“CONTRABAND” My rating: C- (Opening January 13)
110 minutes | MPAA rating: R
Absolutely nothing.
Those were the two words that came immediately to mind after viewing “Cotnraband,” the latest from the hugely productive actor/producer Mark Wahlberg.
This crime drama generates a couple of generic thrills, but that’s about it.
Well, one supposes that not everything Wahlberg touches can be gold. Every movie can’t be “The Fighter.” But, sheesh, he’s not even trying here.
The premise finds former international smuggler Chris Farraday (Wahlberg) living the straight life in New Orleans with his wife (Kate Beckinsale) and their kids. He long ago quit the criminal trade and now installs homes security systems.
But when his not-so-bright brother-in-law (Caleb Landry Jones) dumps a load of drugs into the sea to avoid customs agents, the entire family finds themselves threatened by sleazy local drug dealer (Giovanni Ribisi playing a tattooed Cajun in his typical overwrought fashion) who wants to be paid for the lost merchandise.
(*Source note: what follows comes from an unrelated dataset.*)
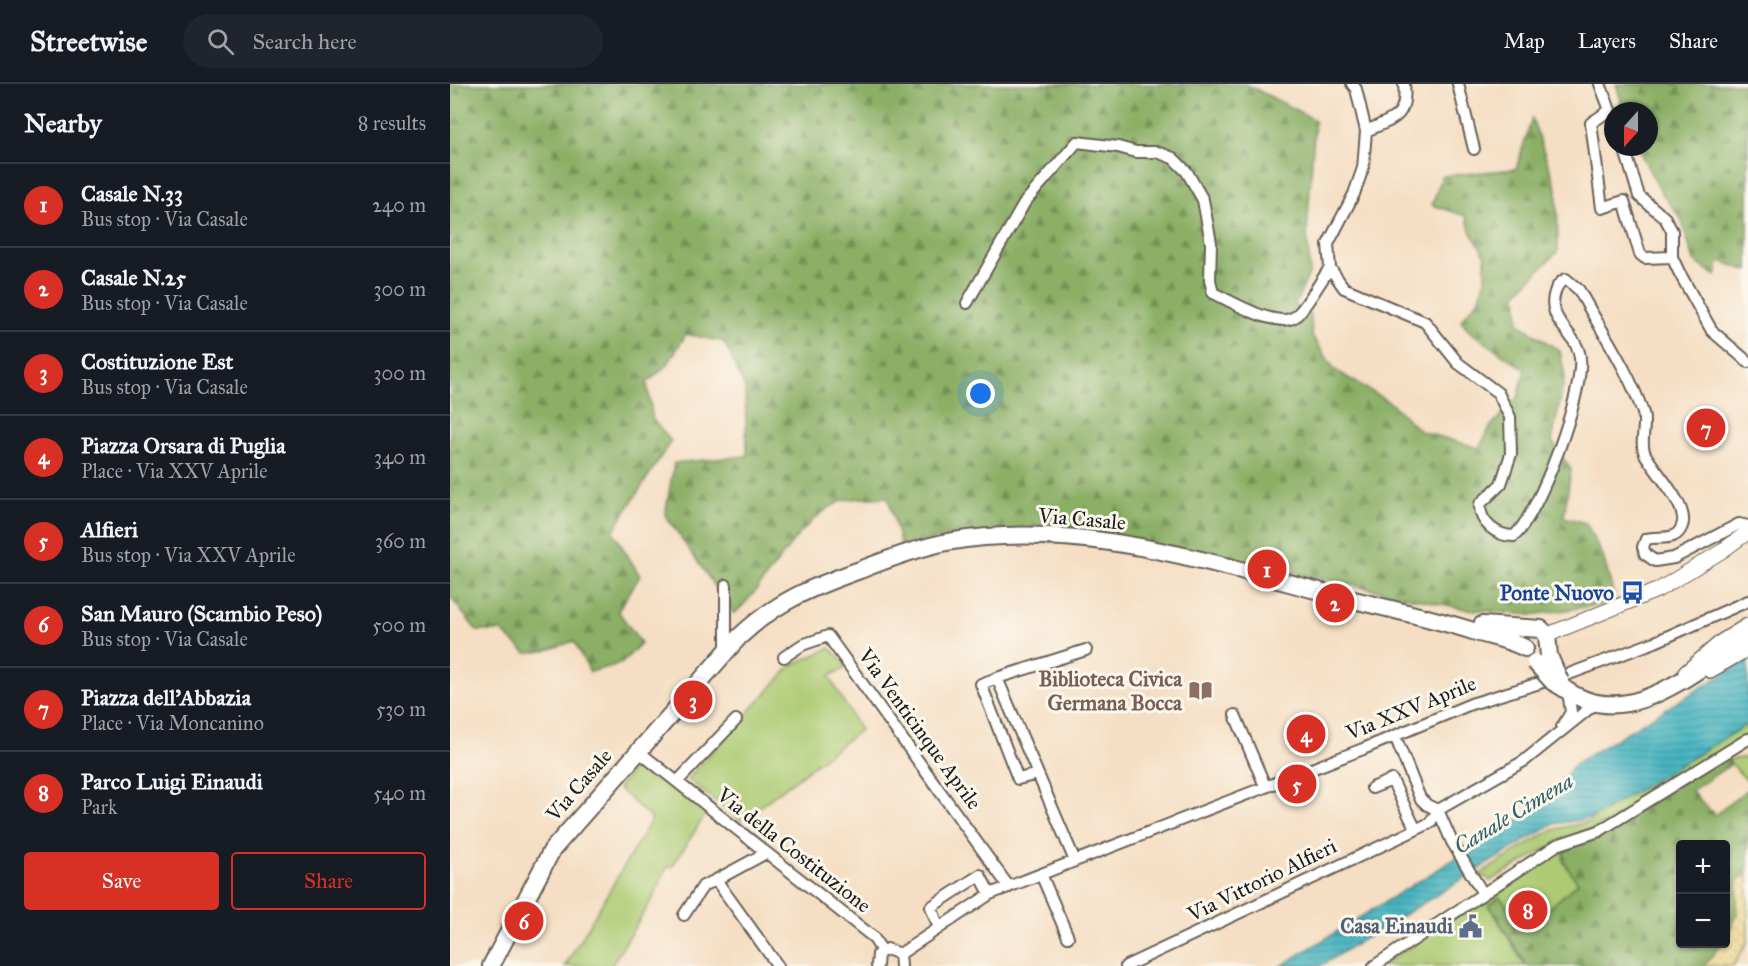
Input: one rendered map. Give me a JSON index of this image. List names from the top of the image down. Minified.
{"streets":{"main road":["Via Casale"],"street":["Via XXV Aprile","Via Venticinque Aprile","Via della Costituzione","Via Vittorio Alfieri"]},"crossings":[["Via Casale","Via della Costituzione"],["Via XXV Aprile","Via Venticinque Aprile"]],"water":["Canale Cimena"],"places":{"bus stop":["Ponte Nuovo"],"library":["Biblioteca Civica Germana Bocca"],"public building":["Casa Einaudi"]},"north":"bottom","page":{"header":"Streetwise","search":"Search here","nav":["Map","Layers","Share"],"heading":["Nearby","8 results"],"list":[{"mark":"1","name":"Casale N.33","note":"Bus stop · Via Casale","value":"240 m"},{"mark":"2","name":"Casale N.25","note":"Bus stop · Via Casale","value":"300 m"},{"mark":"3","name":"Costituzione Est","note":"Bus stop · Via Casale","value":"300 m"},{"mark":"4","name":"Piazza Orsara di Puglia","note":"Place · Via XXV Aprile","value":"340 m"},{"mark":"5","name":"Alfieri","note":"Bus stop · Via XXV Aprile","value":"360 m"},{"mark":"6","name":"San Mauro (Scambio Peso)","note":"Bus stop · Via Casale","value":"500 m"},{"mark":"7","name":"Piazza dell'Abbazia","note":"Place · Via Moncanino","value":"530 m"},{"mark":"8","name":"Parco Luigi Einaudi","note":"Park","value":"540 m"}],"pins":["7","1","2","3","4","5","8","6"],"buttons":["Save","Share"],"map_buttons":["+","−"]}}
Chris has no option but to go back into the smuggling biz. He signs on as a crewman on a freighter making a round trip to Panama. There he turns in American cash for a fortune in counterfeit bills, which he will smuggle back to the US and sell at a profit. (Chris won’t handle drugs. He’s a principled crook.)
About the only nice thing I can say about “Contraband” is that Wahlberg’s characteris opposed to killing. He doesn’t kill anyone, even the bad guy. Of course, he sees other people doing a lot of killing, especially when he gets mixed up in an armored car heist in Panama City.
“Contraband” finds Icelandic director Baltasar Kormakur doing an English remake of his thriller “Reykjavik-Rotterdam.” Presumably there was something in the foreign version that appealed to Wahlberg, but what ever it is has been lost in translation.